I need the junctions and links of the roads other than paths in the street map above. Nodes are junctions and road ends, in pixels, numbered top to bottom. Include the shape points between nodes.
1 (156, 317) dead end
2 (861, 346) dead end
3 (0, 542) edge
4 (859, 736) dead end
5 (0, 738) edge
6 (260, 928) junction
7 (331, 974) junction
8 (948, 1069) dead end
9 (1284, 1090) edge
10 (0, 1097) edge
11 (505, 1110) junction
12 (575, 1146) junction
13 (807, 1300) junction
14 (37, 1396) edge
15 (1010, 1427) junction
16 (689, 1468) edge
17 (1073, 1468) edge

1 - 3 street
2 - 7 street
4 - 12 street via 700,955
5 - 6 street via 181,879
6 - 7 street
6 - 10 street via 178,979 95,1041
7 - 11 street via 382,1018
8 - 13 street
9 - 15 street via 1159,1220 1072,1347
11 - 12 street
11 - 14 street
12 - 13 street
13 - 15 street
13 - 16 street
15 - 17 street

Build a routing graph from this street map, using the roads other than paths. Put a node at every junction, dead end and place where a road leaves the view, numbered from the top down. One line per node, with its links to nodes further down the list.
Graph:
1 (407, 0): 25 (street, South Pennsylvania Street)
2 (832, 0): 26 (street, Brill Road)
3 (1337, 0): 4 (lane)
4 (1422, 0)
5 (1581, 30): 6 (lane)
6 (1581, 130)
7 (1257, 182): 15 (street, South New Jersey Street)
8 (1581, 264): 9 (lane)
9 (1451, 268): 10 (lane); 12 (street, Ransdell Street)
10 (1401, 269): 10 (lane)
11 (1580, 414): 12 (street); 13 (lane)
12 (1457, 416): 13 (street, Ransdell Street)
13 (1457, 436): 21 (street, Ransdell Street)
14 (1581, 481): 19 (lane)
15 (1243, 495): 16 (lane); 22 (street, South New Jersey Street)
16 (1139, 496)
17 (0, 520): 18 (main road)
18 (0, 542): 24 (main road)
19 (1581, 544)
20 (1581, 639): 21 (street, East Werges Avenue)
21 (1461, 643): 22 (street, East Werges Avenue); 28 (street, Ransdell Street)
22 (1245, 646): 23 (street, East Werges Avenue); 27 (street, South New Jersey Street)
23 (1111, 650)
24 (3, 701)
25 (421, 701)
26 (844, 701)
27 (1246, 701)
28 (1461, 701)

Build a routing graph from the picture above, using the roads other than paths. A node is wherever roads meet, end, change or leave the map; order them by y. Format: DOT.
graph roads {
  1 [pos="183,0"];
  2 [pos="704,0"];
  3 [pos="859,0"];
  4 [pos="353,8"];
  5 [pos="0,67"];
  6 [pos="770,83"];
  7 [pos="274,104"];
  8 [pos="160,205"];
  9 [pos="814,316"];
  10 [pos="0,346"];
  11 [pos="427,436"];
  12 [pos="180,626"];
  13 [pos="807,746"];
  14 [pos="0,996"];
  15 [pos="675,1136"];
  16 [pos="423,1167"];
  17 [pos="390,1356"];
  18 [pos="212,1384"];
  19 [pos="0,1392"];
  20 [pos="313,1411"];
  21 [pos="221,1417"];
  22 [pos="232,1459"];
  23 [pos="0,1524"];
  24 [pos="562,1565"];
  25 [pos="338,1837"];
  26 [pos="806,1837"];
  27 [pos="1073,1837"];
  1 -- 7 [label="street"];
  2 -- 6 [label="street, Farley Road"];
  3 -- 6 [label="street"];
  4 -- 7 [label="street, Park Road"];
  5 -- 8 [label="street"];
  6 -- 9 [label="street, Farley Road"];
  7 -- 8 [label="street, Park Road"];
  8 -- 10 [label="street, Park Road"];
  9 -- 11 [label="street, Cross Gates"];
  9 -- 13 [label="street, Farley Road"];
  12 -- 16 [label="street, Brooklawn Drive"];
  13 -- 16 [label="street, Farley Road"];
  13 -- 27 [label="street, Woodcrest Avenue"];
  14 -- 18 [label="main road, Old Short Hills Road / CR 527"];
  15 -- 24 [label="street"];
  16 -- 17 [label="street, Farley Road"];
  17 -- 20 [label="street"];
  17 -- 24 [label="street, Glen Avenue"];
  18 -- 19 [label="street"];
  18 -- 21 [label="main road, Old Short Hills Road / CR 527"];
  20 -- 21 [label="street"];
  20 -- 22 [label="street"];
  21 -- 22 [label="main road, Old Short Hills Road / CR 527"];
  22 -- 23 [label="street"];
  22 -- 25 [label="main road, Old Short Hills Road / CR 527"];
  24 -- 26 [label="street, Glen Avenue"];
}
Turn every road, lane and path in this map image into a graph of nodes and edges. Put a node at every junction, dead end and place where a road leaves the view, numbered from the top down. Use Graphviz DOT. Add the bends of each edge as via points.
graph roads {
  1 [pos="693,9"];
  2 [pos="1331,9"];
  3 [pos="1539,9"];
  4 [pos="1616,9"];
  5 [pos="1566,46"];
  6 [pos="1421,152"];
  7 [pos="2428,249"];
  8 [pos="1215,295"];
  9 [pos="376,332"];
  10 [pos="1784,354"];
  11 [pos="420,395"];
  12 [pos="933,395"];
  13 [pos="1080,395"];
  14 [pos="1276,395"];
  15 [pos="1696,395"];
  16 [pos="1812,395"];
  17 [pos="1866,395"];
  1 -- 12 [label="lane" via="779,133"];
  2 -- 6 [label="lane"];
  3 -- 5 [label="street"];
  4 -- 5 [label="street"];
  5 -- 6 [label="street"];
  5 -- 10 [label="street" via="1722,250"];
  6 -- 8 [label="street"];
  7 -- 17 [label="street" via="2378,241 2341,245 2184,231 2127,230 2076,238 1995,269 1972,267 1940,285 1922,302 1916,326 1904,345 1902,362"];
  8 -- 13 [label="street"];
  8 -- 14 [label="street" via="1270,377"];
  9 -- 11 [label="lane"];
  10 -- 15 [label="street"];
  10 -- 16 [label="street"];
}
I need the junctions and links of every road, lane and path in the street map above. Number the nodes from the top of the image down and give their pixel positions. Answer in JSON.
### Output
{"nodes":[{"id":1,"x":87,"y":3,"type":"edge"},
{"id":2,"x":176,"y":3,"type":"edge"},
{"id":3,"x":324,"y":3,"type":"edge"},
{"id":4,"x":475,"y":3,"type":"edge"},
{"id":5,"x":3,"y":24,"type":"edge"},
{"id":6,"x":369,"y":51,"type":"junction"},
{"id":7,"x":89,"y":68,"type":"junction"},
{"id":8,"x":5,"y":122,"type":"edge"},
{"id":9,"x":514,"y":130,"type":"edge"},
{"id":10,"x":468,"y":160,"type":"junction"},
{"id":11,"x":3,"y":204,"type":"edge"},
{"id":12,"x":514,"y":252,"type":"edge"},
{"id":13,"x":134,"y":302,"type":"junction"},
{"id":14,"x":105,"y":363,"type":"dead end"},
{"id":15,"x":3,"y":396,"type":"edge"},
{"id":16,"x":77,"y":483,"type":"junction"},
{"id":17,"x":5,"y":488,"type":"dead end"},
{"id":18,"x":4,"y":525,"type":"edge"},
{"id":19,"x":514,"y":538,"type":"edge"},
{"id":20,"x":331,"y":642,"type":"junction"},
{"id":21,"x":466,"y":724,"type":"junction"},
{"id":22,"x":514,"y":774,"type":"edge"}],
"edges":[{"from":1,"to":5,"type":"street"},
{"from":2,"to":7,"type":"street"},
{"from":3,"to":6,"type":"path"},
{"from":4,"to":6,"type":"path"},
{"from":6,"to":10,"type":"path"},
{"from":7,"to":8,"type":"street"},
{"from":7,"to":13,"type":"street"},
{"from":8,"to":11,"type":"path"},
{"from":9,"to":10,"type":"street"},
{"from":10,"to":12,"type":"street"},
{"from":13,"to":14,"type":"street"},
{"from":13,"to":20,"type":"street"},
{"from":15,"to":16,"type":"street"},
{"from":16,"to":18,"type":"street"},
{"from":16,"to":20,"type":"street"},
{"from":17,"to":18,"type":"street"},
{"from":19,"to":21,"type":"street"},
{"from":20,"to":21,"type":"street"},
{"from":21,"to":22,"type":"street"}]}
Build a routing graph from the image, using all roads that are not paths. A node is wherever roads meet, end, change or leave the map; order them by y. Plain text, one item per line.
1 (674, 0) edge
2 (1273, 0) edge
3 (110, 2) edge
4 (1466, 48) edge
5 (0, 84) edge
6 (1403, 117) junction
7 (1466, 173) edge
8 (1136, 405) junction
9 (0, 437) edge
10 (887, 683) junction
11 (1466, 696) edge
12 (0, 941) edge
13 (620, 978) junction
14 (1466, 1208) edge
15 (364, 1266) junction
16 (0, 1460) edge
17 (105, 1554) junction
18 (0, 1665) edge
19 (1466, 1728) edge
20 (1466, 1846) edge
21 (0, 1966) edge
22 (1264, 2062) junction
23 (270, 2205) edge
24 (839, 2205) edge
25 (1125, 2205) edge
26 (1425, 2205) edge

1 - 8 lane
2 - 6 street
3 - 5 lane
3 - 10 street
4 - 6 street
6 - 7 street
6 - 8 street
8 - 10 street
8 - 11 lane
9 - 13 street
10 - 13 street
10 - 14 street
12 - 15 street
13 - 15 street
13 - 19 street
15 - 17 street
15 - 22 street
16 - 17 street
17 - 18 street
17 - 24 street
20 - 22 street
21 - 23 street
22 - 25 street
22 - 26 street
§
#### About this task:
Only the lines above that hold "Short" are wanted. Show every one of them.

#### Solution to this task:
  14 -- 18 [label="main road, Old Short Hills Road / CR 527"];
  18 -- 21 [label="main road, Old Short Hills Road / CR 527"];
  21 -- 22 [label="main road, Old Short Hills Road / CR 527"];
  22 -- 25 [label="main road, Old Short Hills Road / CR 527"];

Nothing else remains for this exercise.